Switching Costs Matter

Manjoo cites the failure (or at least the underwhelming market penetration) of Apple’s competitors as an example of why the overall ecosystem matters. While he is correct, something much more significant is occurring with the Zune and the other device manufacturers that he referenced. By the time the Zune entered the market (in 2006), Apple had solidified its position and had established a large user base. To compete successfully, Zune had to not only provide a better user experience, but it needed to convince users that the Zune experience was so much better than Apple’s that it warranted the incurrence of considerable consumer switching costs. These costs included not only the amount of money invested in music (compatible at that time with only iTunes) but also the time spent learning and becoming comfortable with the iTunes and iPod systems. Consumers like consistency, and comfort with an existing platform represents a considerable obstacle to would-be competitors.

Sony is in a different position today than Microsoft was in 2006. The ebook market is still relatively small. Only 2% of consumers currently own a device and the market is expected to grow significantly. This provides opportunities to Sony that won’t be available if Amazon continues to dominate into the future. However, switching costs are still relevant in the ebook market.
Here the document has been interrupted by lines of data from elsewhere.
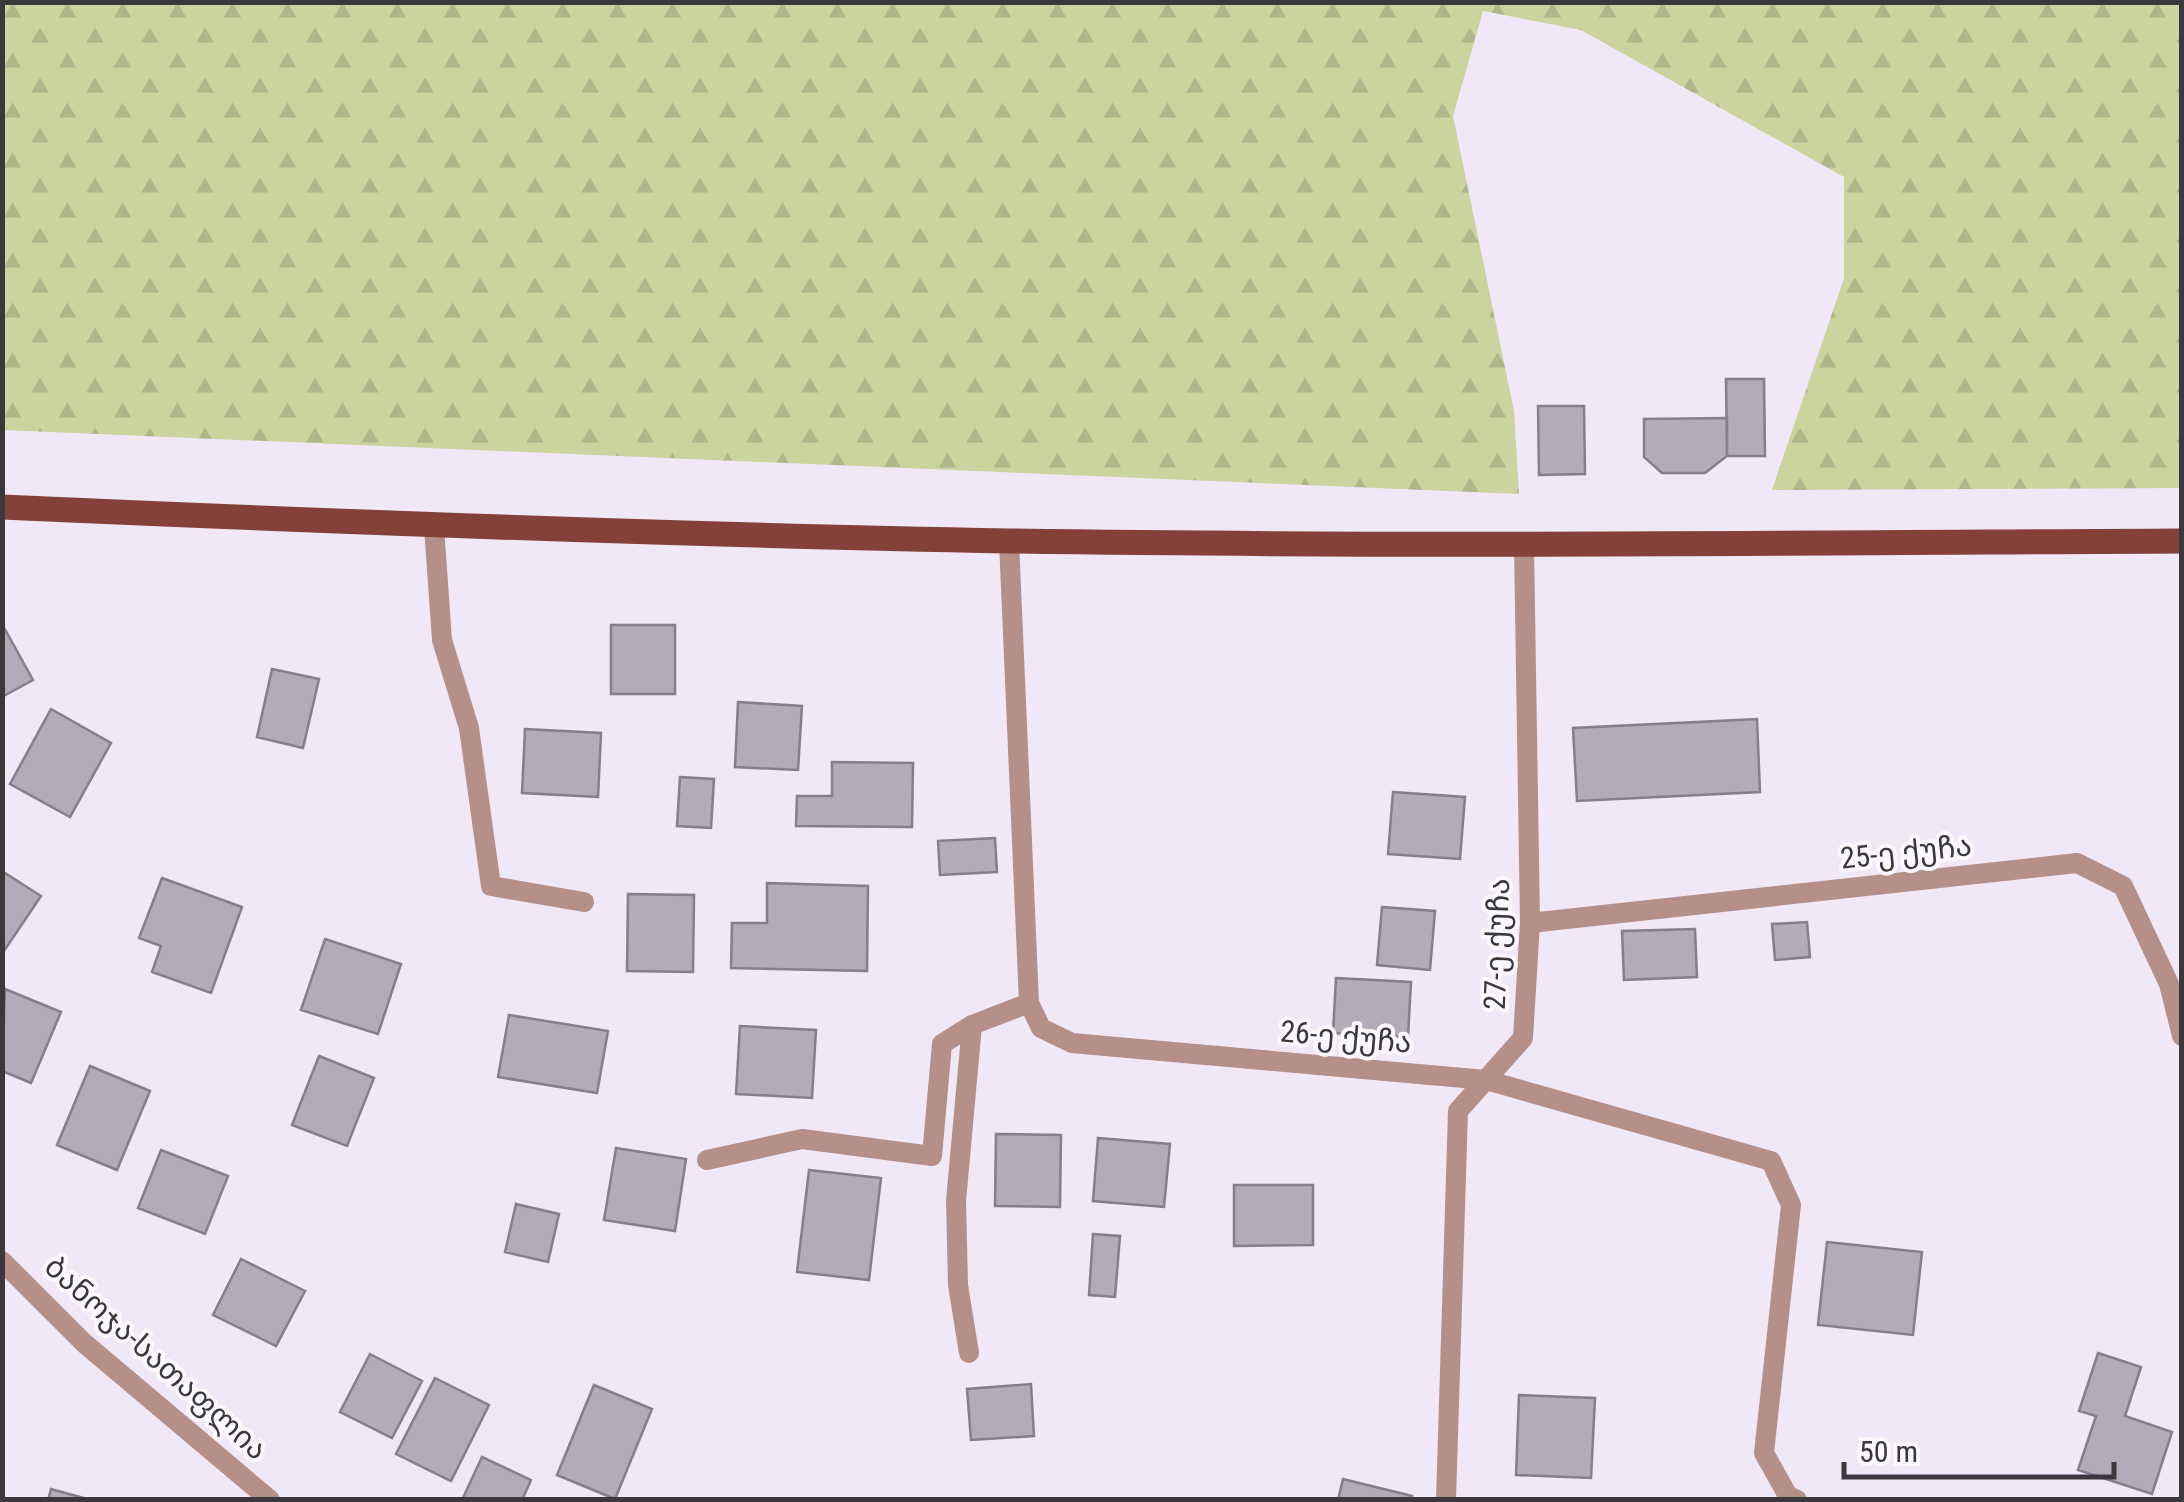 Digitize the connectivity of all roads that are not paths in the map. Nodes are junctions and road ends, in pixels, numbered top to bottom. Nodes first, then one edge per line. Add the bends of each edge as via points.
1 (2, 507) edge
2 (434, 527) junction
3 (1009, 540) junction
4 (2182, 541) edge
5 (1524, 544) junction
6 (584, 902) dead end
7 (1530, 923) junction
8 (1029, 1002) junction
9 (972, 1025) junction
10 (2182, 1036) edge
11 (1486, 1080) junction
12 (707, 1160) dead end
13 (2, 1261) edge
14 (969, 1352) dead end
15 (270, 1500) edge
16 (1446, 1500) edge
17 (1798, 1500) edge

1 - 2 main road
2 - 3 main road
2 - 6 street via 442,640 469,728 491,886
3 - 5 main road
3 - 8 street
4 - 5 main road
5 - 7 street, 27-ე ქუჩა
7 - 10 street, 25-ე ქუჩა via 2077,862 2124,886 2169,984
7 - 11 street, 27-ე ქუჩა via 1523,1038
8 - 9 street
8 - 11 street, 26-ე ქუჩა via 1041,1028 1072,1042
9 - 12 street via 942,1044 932,1156 802,1139
9 - 14 street via 956,1202 958,1286
11 - 16 street, 27-ე ქუჩა via 1458,1112
11 - 17 street, 26-ე ქუჩა via 1772,1162 1792,1205 1764,1452 1788,1496
13 - 15 street, ბანოჯა-სათაფლია via 84,1343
According to Carl Shapiro and Hal Varian, consumers who experience lock-in go through the following cycle:

Network

Lock-in begins when a consumer chooses a brand, begins to sample it, and then invests in it. While we can see that current Kindle consumers have done exactly this, such a view is far too narrow in its scope. The degree of Kindle’s success is due, in large part, to the fact that consumers had previously selected the Amazon brand as their platform for purchasing products. For many, therefore, the purchase of the Kindle is simply a further investment in the platform (and an additional source of overall lock-in). Sony will need to understand this lock-in and be able to address it when it makes marketing and distribution decisions.

Align incentives

Manjoo’s idea of trading ebooks among friends is similar to Microsoft’s idea for social music on the Zune. Individuals could send a friend a song who could then listen to it up to 3 times over the course of 3 days. The concept, despite its uniqueness, did not lead to the level of success Microsoft expected because the feature’s value materialized only if a consumer’s friends also bought into the Zune platform. For these individuals to buy into the system, they would need to incur those considerable switching costs for what was a pretty insignificant benefit. Listening to a song 3 times, after all, could be achieved far more conveniently. Zune’s social media concept failed because the user’s incentives were not aligned.
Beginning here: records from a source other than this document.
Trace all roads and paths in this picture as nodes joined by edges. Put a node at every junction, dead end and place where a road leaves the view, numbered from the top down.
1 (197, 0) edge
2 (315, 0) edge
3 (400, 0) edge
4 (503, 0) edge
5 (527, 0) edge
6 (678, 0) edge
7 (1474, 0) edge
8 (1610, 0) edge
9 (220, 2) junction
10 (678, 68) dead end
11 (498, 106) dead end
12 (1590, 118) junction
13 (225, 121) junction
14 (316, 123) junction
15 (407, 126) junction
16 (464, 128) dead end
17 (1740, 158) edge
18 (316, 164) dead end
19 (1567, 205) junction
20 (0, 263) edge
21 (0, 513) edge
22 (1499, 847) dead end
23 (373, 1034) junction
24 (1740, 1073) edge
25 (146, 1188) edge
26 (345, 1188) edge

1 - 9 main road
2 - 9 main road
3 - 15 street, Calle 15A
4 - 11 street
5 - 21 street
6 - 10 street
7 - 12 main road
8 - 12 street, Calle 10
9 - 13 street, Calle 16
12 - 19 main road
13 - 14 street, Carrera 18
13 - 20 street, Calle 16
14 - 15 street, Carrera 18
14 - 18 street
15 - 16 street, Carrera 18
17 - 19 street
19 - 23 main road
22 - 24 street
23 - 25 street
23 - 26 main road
Manjoo’s idea -- while intriguing -- falls into a similar incentive trap. This time, however, it is the incentives of the content creators that creates an issue. Allowing Zune consumers to listen to a song 3 times for free was allowed because a user’s demand for repeat consumption is high in the music industry. So, giving away the content (while placing certain restrictions on convenience) is effective at increasing purchases. The same cannot be said for books. Once a consumer has read a book, that individual’s demand for the content decreases dramatically. If consumers are allowed to share the full content of an ebook with friends, sharing will in most situations not lead to increased purchases. More importantly, such DRM policies could potentially open the door for third party ebook rental markets that could actually reduce revenue to publishers. The incentives for publishers are simply not aligned with this proposal.

Manjoo’s idea has the correct end goal -- distinguish the ePub platform by increasing consumer options. However, ebook aggregators and device manufacturers must pursue strategies that have incentives aligned for all interested parties.